Three-Dimensional Atlas of the Human Amygdala Subnuclei Constructed Using Immunohistochemical and Ultrahigh-Field Magnetic Resonance Imaging Data

The amygdala is central for social and emotional processing and has been implicated in various disorders including autism spectrum disorder (ASD) and Alzheimer’s disease (AD). Animal research and some limited research with humans has indicated that widespread alterations in neuronal development or neuronal loss in the basolateral and other amygdala subnuclei may be a contributing factor to variations in social behaviours.

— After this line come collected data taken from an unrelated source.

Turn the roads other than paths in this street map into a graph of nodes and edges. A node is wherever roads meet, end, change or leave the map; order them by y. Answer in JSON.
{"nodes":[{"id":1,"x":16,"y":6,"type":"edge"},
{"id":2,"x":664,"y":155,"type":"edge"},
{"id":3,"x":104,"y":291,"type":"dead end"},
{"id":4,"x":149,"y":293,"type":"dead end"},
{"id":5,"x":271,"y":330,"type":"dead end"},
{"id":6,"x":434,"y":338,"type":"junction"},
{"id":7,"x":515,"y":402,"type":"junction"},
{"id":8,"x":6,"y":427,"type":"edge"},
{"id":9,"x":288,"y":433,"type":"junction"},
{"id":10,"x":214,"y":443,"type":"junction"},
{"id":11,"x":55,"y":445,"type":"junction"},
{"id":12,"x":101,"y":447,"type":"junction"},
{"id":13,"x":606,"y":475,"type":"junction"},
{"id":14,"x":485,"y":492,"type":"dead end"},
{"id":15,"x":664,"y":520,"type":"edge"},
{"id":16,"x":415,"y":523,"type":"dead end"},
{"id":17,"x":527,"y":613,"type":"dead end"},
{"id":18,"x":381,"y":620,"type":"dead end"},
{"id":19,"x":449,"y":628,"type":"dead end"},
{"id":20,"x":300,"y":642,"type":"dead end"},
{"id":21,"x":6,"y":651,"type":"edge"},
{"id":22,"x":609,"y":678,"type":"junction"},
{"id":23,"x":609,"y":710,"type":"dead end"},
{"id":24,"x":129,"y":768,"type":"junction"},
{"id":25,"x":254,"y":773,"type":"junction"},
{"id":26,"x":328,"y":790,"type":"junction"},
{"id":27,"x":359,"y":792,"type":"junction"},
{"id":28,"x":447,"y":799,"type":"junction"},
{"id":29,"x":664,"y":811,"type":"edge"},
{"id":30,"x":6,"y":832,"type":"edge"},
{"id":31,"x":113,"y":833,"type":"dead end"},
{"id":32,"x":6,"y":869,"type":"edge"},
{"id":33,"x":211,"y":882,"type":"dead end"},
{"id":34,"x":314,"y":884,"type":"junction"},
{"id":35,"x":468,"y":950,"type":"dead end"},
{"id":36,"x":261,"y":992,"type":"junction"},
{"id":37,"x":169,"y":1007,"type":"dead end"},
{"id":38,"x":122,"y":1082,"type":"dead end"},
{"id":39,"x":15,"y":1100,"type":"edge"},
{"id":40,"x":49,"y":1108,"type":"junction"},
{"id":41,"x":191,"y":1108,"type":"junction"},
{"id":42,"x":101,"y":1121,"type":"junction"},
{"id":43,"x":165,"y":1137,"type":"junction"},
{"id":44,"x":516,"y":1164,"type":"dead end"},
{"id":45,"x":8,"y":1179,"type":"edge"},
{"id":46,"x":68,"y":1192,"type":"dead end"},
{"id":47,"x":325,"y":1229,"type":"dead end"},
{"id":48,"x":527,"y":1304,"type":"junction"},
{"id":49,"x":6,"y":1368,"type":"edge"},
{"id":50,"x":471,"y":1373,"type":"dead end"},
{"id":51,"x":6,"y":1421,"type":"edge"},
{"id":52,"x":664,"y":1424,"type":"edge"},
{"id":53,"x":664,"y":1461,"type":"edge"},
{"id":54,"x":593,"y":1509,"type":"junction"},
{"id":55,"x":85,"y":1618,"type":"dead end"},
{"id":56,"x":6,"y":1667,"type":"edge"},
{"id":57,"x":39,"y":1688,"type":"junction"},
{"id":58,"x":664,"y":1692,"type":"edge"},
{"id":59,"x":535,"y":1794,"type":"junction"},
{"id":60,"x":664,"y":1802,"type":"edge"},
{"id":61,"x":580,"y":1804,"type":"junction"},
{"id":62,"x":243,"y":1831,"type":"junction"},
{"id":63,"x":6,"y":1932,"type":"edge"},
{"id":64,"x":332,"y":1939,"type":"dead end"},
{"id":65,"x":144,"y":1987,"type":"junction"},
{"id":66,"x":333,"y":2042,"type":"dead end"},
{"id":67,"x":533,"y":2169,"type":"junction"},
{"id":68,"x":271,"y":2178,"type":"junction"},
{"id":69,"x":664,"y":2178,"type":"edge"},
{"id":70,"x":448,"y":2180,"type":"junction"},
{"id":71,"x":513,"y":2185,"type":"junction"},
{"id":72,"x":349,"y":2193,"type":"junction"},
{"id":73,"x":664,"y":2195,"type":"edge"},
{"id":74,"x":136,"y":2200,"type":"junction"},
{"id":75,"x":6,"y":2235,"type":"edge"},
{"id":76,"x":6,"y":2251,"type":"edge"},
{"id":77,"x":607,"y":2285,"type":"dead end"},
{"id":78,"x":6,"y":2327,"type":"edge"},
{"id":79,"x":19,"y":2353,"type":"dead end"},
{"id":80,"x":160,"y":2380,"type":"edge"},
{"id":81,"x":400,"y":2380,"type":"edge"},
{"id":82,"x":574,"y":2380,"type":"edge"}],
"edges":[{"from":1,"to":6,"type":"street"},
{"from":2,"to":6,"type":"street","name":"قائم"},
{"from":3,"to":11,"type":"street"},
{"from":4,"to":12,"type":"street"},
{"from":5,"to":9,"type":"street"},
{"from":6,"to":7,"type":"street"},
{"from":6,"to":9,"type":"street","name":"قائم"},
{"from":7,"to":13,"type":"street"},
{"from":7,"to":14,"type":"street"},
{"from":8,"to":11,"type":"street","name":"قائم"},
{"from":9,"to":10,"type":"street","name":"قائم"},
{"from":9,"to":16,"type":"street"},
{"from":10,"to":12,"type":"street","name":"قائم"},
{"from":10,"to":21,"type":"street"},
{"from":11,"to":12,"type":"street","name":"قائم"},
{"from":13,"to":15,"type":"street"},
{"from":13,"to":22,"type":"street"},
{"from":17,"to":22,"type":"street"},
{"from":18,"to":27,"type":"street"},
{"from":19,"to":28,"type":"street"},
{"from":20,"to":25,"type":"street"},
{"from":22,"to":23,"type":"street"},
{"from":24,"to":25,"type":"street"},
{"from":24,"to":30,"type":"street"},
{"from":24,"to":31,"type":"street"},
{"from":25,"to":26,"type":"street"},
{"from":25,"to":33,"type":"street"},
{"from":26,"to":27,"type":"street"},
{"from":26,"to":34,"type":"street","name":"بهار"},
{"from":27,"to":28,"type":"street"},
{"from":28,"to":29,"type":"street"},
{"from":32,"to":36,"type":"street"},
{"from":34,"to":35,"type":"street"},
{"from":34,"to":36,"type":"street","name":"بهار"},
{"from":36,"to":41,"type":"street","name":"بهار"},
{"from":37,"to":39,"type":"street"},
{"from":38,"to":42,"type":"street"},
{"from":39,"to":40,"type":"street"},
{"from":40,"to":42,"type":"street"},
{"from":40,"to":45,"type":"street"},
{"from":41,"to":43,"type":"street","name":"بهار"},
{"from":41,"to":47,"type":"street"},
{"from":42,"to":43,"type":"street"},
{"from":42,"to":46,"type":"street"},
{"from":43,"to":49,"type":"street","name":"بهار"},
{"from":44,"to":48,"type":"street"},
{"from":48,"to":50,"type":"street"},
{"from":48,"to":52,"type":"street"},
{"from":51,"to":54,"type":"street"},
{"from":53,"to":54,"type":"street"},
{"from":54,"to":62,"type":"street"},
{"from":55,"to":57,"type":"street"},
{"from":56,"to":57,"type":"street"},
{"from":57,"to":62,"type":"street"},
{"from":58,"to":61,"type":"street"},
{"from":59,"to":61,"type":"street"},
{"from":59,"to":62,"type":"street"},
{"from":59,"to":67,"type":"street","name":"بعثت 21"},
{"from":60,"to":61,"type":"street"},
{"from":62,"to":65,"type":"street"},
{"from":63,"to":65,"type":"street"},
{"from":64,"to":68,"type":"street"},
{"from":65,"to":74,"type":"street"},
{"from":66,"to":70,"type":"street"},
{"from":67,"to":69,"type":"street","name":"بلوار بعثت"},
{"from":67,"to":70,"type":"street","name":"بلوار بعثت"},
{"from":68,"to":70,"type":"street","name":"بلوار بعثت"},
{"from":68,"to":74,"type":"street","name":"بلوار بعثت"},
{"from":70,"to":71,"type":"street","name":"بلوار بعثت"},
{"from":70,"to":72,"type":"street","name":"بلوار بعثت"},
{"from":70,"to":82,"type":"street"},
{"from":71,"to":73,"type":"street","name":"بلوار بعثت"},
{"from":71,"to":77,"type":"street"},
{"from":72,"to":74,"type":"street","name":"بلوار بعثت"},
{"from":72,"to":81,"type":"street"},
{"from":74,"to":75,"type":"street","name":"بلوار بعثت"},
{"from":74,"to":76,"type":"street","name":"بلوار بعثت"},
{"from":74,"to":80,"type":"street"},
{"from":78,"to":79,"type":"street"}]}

Yet, the basolateral amygdala is comprised of three subnuclei, each with a specialized role related to the coordination of emotional regulation. Due to their small size, the nuclei which comprise the basolateral amygdala remain understudied in humans in vivo. In this work, we describe methodology to examine the basolateral amygdala and other subnuclei in human ex vivo medial temporal lobe prosections using ultrahigh-field magnetic resonance imaging (MRI) at 9.4 T. Manual segmentations of the amygdala subnuclei on MR images, verified with immunohistochemical data, provide a robust three-dimensional atlas of the human amygdala. The goal is to apply the atlas to in vivo MRI scans to examine basolateral amygdala macrostructural development attributed to social cognitive dysfunction in ASD and other neurodevelopmental disorders. Furthermore, the atlas can be used to examine MRI-based correlates of neuronal loss commonly seen in neurodegenerative disorders.